▸ Problem requirements:
For each line below, check for "above"; give only the total of lines where it occurs.

▸ Entries provided:
= = = = =

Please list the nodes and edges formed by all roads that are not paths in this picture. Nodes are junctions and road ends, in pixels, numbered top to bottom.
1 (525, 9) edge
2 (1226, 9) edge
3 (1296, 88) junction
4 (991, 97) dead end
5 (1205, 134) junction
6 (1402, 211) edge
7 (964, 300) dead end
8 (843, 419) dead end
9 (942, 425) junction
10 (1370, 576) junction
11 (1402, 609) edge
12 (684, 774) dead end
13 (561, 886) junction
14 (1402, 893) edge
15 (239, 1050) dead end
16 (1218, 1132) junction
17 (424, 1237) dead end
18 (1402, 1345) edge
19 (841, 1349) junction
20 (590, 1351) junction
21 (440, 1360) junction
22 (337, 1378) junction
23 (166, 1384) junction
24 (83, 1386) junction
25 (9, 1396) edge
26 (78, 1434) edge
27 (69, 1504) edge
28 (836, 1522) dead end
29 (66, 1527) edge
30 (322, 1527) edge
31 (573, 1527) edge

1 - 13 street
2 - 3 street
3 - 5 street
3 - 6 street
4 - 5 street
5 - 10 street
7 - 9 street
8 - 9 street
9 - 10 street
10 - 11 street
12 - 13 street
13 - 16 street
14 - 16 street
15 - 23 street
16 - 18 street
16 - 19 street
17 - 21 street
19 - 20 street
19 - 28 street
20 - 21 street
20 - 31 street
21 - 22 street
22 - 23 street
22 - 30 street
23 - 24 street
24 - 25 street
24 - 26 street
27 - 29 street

= = = = =

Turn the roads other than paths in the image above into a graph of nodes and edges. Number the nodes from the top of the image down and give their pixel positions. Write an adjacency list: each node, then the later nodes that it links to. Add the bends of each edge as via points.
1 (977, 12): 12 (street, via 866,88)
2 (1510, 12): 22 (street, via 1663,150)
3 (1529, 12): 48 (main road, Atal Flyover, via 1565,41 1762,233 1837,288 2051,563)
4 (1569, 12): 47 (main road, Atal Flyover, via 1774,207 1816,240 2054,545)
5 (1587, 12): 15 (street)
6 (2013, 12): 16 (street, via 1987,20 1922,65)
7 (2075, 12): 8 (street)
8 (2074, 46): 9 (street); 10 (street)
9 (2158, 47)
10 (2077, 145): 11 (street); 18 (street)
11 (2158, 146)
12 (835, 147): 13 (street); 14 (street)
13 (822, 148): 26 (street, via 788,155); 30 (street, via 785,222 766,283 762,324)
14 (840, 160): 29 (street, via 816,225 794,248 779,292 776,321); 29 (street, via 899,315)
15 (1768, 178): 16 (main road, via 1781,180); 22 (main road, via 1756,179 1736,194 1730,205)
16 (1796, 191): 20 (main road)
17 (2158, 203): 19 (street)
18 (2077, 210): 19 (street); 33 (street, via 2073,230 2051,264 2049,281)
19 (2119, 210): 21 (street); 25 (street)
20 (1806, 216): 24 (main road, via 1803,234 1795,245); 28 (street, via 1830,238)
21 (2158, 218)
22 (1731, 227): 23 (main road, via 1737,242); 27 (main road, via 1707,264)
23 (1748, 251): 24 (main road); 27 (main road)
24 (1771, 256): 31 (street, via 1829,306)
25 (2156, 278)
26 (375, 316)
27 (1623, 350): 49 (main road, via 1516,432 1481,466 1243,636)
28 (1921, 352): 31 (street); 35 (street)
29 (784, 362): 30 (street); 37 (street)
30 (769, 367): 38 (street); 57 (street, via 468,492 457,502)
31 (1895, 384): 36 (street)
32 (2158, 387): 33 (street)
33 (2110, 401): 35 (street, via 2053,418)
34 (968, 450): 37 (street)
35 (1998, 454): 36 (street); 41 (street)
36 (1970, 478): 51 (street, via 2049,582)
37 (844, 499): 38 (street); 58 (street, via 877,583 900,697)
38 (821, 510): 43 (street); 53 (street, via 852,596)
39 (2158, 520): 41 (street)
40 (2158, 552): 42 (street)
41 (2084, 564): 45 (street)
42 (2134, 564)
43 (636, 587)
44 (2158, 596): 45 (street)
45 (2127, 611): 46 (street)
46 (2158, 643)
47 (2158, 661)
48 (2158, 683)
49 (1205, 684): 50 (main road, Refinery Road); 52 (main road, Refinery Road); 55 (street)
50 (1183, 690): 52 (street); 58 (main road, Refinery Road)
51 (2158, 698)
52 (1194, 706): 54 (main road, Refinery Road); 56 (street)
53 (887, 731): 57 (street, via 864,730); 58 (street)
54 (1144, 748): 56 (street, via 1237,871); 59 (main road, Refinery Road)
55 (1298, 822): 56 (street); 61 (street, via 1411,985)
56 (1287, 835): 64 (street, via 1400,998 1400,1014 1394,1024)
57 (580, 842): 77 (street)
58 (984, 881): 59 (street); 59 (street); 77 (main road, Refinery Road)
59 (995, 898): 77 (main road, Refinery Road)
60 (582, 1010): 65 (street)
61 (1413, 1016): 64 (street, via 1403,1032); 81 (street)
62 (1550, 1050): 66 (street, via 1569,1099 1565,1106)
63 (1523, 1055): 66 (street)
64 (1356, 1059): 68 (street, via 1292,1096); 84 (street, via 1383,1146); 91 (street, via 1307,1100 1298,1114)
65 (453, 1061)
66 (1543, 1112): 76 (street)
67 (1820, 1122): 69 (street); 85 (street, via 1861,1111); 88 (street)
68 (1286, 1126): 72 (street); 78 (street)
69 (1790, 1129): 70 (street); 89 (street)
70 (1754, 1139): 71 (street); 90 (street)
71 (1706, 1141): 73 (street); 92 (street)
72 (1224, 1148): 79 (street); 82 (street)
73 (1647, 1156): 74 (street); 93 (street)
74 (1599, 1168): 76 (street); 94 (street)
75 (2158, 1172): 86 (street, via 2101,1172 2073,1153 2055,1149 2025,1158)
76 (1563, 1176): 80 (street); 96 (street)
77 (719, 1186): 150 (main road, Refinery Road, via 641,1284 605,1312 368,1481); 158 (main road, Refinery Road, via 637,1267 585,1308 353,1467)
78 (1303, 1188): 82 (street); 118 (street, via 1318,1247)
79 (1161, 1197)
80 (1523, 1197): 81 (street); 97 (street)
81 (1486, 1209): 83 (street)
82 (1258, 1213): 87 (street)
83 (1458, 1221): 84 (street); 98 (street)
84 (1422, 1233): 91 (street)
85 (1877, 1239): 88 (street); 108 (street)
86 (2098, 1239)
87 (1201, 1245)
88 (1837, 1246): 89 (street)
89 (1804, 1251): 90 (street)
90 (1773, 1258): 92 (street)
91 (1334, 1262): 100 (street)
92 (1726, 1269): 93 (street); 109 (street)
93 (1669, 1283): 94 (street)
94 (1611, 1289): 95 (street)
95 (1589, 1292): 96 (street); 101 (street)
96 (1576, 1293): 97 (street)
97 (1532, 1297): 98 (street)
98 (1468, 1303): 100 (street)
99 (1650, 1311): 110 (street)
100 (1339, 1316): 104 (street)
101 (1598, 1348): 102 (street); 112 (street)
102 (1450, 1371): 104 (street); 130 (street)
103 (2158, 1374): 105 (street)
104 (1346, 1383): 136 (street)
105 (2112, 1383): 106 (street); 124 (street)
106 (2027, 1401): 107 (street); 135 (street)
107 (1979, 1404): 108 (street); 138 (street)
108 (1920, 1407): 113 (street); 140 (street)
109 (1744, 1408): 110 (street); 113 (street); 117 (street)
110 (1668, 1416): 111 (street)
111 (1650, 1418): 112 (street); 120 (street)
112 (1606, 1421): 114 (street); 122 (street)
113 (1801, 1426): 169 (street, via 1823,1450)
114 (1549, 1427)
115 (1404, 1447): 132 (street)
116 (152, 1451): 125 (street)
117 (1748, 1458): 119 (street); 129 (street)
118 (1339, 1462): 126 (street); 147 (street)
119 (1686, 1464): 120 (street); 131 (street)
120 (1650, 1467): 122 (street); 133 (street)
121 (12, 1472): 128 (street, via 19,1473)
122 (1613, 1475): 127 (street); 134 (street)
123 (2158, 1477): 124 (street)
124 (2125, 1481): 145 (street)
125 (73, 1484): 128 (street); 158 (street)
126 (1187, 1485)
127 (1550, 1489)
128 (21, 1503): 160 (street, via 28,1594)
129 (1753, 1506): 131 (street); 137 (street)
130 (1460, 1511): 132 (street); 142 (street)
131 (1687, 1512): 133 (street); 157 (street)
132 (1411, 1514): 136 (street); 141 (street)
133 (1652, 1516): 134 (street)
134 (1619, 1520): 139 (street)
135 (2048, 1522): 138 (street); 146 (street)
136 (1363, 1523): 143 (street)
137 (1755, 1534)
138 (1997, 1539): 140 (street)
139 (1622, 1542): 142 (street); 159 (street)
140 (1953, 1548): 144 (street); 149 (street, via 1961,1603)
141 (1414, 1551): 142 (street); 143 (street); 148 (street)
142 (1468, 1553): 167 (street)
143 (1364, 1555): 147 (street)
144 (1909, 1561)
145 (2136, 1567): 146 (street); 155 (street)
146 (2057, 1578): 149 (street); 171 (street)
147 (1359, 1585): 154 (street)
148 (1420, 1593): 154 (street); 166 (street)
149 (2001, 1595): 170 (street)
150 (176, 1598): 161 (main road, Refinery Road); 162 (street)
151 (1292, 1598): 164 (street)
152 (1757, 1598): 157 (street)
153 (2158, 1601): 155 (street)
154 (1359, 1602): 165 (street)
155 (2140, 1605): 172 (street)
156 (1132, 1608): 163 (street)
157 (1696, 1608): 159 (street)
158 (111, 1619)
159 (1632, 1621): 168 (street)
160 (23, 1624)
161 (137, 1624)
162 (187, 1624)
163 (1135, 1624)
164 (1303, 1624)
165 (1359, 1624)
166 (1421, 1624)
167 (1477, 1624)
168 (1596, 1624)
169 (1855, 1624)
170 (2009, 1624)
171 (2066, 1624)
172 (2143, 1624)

= = = = =

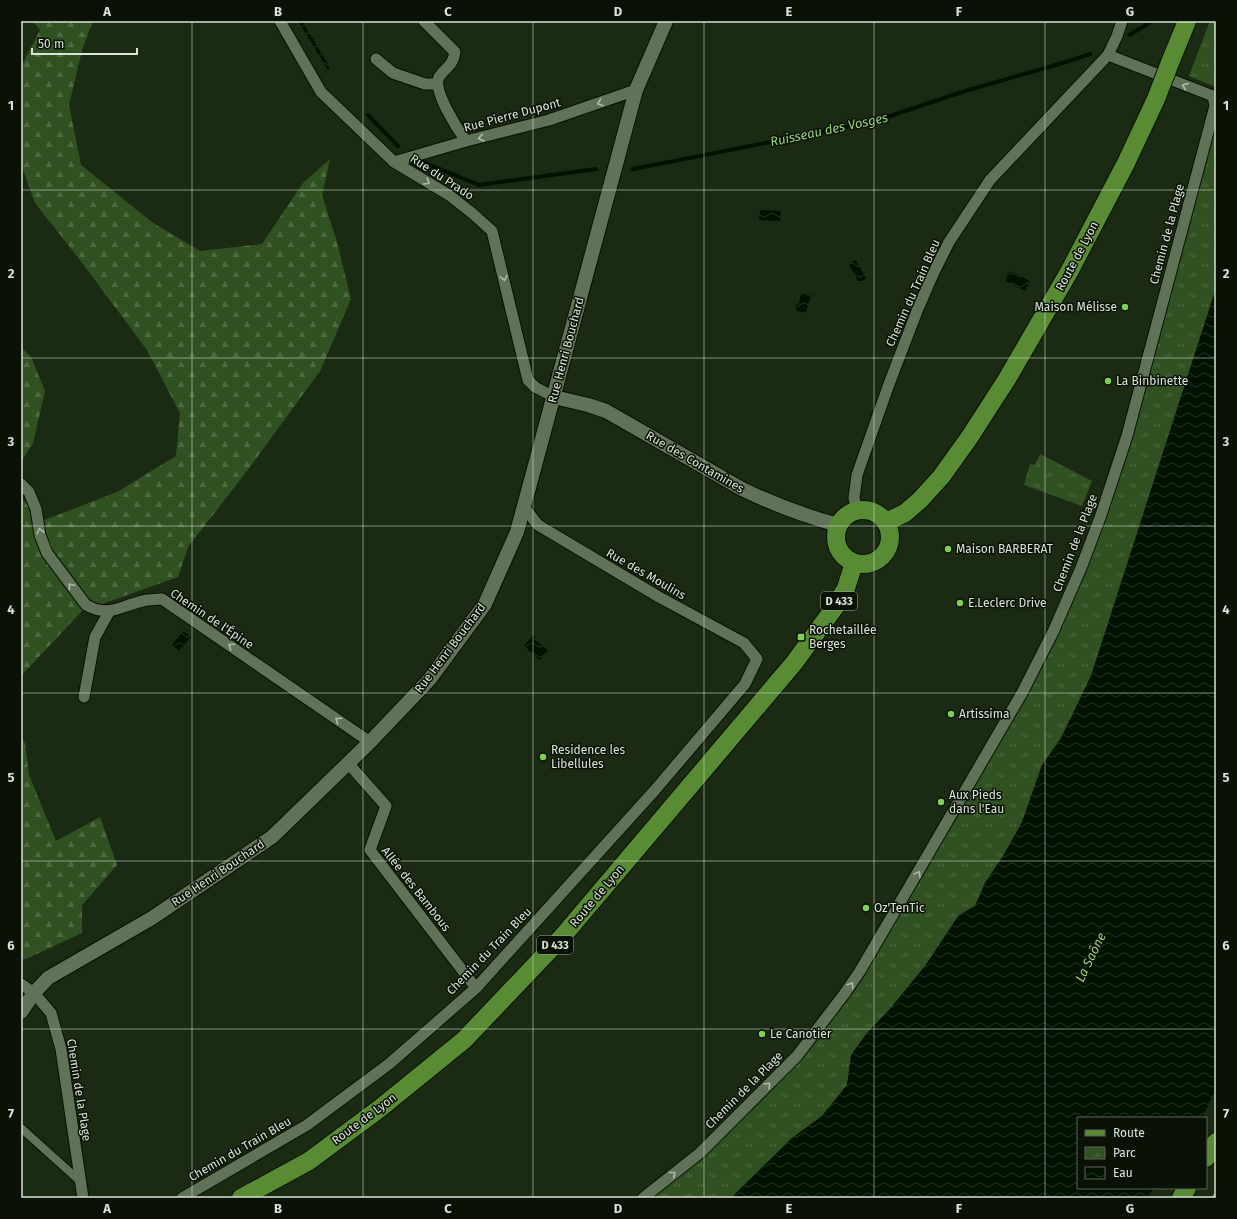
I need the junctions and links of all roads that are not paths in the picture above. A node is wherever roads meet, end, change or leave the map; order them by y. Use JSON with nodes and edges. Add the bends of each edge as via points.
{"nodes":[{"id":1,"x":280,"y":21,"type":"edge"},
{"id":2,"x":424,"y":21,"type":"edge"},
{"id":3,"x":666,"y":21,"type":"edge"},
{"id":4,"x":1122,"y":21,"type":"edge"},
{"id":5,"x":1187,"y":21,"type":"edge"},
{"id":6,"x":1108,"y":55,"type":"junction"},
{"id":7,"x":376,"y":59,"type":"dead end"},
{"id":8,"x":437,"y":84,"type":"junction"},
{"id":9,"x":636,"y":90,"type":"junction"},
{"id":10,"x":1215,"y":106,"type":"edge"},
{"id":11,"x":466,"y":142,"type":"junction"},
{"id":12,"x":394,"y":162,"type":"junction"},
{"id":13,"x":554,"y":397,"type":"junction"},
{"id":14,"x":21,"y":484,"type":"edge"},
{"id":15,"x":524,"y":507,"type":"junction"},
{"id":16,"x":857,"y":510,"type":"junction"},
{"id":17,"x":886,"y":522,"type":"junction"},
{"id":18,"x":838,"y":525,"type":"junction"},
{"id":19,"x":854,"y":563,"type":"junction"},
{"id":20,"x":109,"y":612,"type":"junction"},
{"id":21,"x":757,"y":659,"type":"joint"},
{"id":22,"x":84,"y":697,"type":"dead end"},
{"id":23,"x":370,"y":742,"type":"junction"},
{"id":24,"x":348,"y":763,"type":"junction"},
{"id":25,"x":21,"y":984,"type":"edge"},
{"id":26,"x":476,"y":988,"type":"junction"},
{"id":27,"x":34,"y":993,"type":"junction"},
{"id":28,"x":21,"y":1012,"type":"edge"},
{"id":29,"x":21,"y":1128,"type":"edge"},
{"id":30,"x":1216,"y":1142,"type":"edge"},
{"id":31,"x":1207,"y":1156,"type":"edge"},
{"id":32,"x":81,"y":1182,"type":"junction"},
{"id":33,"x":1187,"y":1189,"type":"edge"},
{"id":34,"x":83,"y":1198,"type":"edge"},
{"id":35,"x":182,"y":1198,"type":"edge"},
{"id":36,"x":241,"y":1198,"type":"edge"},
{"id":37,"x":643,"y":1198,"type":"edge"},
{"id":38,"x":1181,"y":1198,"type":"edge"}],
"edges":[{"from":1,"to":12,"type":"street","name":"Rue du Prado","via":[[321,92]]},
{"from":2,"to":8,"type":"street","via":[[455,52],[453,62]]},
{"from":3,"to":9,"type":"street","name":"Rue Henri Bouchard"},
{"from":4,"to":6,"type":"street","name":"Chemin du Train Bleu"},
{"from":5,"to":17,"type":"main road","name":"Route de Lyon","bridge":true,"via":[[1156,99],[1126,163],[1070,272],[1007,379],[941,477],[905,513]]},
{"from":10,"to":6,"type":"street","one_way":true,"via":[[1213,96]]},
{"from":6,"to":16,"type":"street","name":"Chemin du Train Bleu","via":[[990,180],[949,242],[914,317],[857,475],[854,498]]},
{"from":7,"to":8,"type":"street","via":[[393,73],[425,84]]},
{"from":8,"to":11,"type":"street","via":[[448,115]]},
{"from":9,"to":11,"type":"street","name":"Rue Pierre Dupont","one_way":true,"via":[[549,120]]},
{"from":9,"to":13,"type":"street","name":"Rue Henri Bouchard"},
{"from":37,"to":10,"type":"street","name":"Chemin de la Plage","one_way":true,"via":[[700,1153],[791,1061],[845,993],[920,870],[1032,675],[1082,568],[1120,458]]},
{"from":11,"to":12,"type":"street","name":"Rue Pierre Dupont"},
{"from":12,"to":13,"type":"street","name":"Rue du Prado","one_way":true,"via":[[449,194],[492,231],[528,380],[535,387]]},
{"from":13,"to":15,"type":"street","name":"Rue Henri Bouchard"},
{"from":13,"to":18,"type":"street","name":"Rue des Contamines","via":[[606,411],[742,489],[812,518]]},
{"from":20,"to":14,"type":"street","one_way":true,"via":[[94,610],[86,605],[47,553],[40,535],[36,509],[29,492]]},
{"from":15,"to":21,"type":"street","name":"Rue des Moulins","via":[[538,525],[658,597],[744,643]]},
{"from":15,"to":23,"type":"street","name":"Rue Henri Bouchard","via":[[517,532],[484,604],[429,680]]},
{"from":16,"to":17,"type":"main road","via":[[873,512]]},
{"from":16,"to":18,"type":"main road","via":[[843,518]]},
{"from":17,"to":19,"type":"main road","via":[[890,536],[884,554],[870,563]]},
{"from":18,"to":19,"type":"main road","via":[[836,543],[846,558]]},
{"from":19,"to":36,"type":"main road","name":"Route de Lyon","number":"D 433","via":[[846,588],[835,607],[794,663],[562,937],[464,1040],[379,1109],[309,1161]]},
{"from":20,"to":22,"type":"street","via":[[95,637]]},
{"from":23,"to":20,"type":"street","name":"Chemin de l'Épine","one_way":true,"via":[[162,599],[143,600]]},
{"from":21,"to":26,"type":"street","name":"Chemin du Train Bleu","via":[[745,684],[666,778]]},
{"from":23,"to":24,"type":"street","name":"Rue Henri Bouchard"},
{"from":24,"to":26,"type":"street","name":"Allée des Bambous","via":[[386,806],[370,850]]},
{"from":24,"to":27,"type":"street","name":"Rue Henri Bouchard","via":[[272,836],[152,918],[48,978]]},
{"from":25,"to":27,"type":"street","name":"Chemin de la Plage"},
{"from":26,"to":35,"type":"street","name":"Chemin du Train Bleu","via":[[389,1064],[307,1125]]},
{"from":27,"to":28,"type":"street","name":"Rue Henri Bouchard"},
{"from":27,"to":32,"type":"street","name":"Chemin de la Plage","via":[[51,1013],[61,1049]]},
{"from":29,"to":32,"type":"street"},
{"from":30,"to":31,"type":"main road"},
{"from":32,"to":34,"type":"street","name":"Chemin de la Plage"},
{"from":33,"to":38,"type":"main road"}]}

= = = = =

▸ Your response:
2